Sunday, July 20, 2008

JAMA Revisits Classic Hopkins Blue Baby Study That Revolutionized Cardiovascular Medicine

A Johns Hopkins study published 63 years ago will make an encore appearance in the July 16 issue of the Journal of the American Medical Association (JAMA) as part of a year-long retrospective celebrating JAMA's 125th anniversary by revisiting papers that changed the course of modern-day medicine. Full text of the original paper is available online.

The now-classic "blue baby" report by pediatric cardiologist Helen Taussig (1898-1986) and surgeon Alfred Blalock (1899-1964) first appeared in JAMA on May 19, 1945. In their paper, Taussig and Blalock described for the first time the physiology of tetralogy of Fallot, one of the most common congenital malformations of the heart that was poorly understood at the time, considered inoperable and ultimately fatal. The malformation causes inadequate blood flow from the heart to the lungs and profound lack of oxygen in the blood, giving an infant's skin its hallmark bluish hue, hence "blue baby."

In addition, the paper described the first three operations in medical history designed to alleviate the defect using a special "shunt" technique that increased blood flow from the heart to the lungs. Children undergoing the surgery experienced an immediate and dramatic improvement while still in the operating room. When their oxygen-starved bodies were finally flushed with oxygen-rich blood, their bluish complexions turned a healthy pink color, an observation that prompted Blalock to exclaim famously after surgery number three, "The boy's a lovely color now."
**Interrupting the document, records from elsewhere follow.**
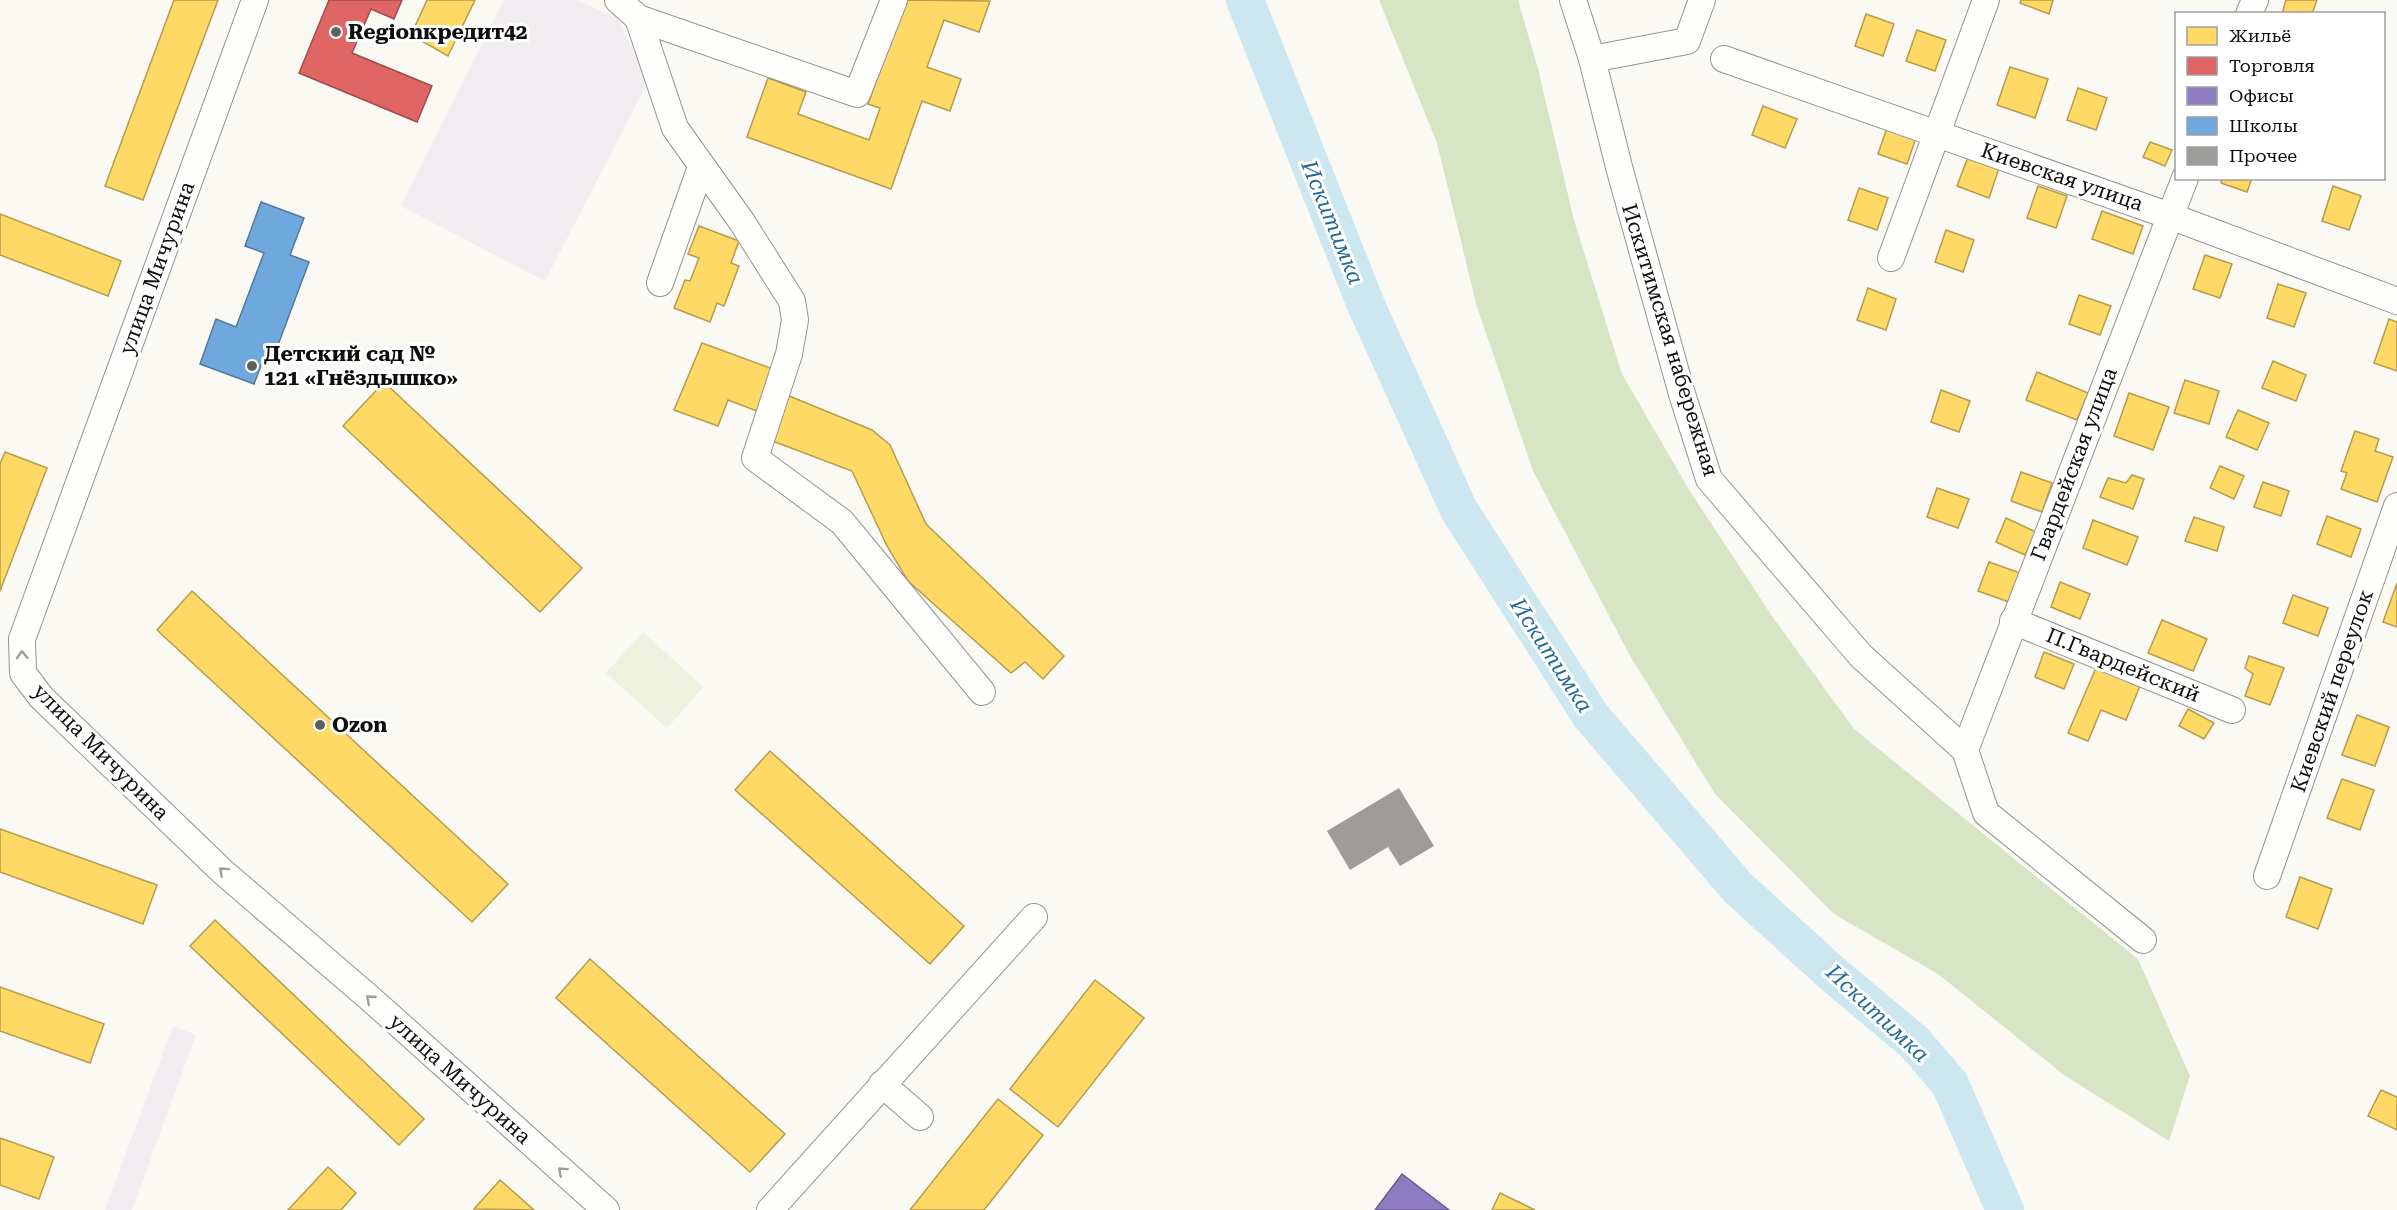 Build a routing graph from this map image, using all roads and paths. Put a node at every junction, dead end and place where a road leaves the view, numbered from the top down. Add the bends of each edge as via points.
1 (255, 0) edge
2 (618, 0) edge
3 (894, 0) edge
4 (1573, 0) edge
5 (1702, 0) edge
6 (1986, 0) edge
7 (638, 18) junction
8 (1592, 59) junction
9 (1724, 59) dead end
10 (1938, 134) junction
11 (701, 167) junction
12 (2184, 180) edge
13 (2170, 216) junction
14 (1891, 258) dead end
15 (660, 283) dead end
16 (2397, 301) edge
17 (2397, 507) edge
18 (2013, 621) junction
19 (982, 692) dead end
20 (2232, 710) dead end
21 (1965, 750) junction
22 (2267, 876) dead end
23 (1034, 917) dead end
24 (2143, 940) dead end
25 (882, 1084) junction
26 (920, 1117) dead end
27 (606, 1210) edge
28 (770, 1210) edge

27 -> 1 street, улица Мичурина via 223,872 41,697 23,674 22,639
2 - 7 street
3 - 7 street via 857,94
4 - 8 street, Искитимская набережная
5 - 8 street via 1687,41
6 - 10 street
7 - 11 street via 675,128
8 - 21 street, Искитимская набережная via 1709,479 1861,656
9 - 10 street, Киевская улица
10 - 13 street, Киевская улица
10 - 14 street
11 - 15 street
11 - 19 street via 742,222 792,301 795,320 789,354 755,458 842,522
12 - 13 street, Гвардейская улица
13 - 16 street, Киевская улица
13 - 18 street, Гвардейская улица
17 - 22 street, Киевский переулок
18 - 20 street, П.Гвардейский
18 - 21 street, Гвардейская улица
21 - 24 street, Искитимская набережная via 1986,813
23 - 25 street
25 - 26 street
25 - 28 street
At the time, Taussig and Blalock almost certainly knew their work would dramatically change treatment of heart disease, and records at Johns Hopkins show that hundreds and hundreds of parents sought help for their children in the months that followed. The study also revolutionized pediatric cardiology, a then nascent field, and ushered in a new era of cardiac surgery. In hindsight, it also altered the course of academic medicine, according to Johns Hopkins Children's Center cardiac specialists writing in a July 16 JAMA commentary accompanying the reprint summary of the original paper.

Historians, filmmakers and journalists have widely told the story of the research and eventual surgical solution, which began with an idea from Taussig, who took it to Blalock, who first sketched a surgical approach to the repair. But it was Vivien Thomas (1910-1985), a black surgical technician, at the time working as a lab and office assistant with Blalock, who was instrumental in developing the necessary procedure and instrumentation in dogs.

This mélange of disciplines as disparate as pediatric cardiology, surgery and anesthesiology working toward treatment of a single disorder became and to date remains the model for progress and innovation in medicine.

"Not only did the team's unprecedented collaboration in effect give birth to pediatric cardiology and led to the first successful treatment of this fatal heart defect, but it later became the prototype of the bench-to-bedside approach, a staple in academic medicine today," says Anne Murphy, M.D., an author on the commentary and a pediatric cardiologist at Johns Hopkins Children's Center.

In the decades that followed, the teamwork by Taussig, Blalock and Thomas also foreshadowed Johns Hopkins' efforts to eliminate racial and gender inequalities in academic medicine. In the 1940s, at Johns Hopkins, the venerable citadel of medicine, Taussig, a woman, and Thomas, an African-American, teamed up with Blalock, a white male surgeon -- a diverse and brilliant crew whose combined talent and expertise pioneered a surgery that has saved millions of lives worldwide.

Taussig went on to achieve the status of a full professor at Johns Hopkins -- one of the first women to do so -- but Thomas' role was not fully acknowledged until much later, the JAMA commentators point out, and the original paper did not credit Thomas' contributions.

"The collaboration awakened everyone to the fact that talented people like Thomas, who would have clearly been a superb surgeon, were marginalized, and medicine suffered for it," says commentary co-author Duke Cameron, M.D., head of pediatric cardiac surgery at Johns Hopkins. "It was a realization that drove much of Hopkins' subsequent efforts toward equality and diversity."

In 1976, Hopkins gave Thomas an honorary doctoral degree and appointed him instructor in surgery. Today, one of the four advisory colleges for medical students at Hopkins is named for Thomas. Every entering class learns about Thomas' story and his contributions to modern medicine.

Four out of 1,000 U.S. babies are born with heart defects, such as tetralogy of Fallot. Worldwide, nearly 1 million babies are born with heart defects, researchers estimate.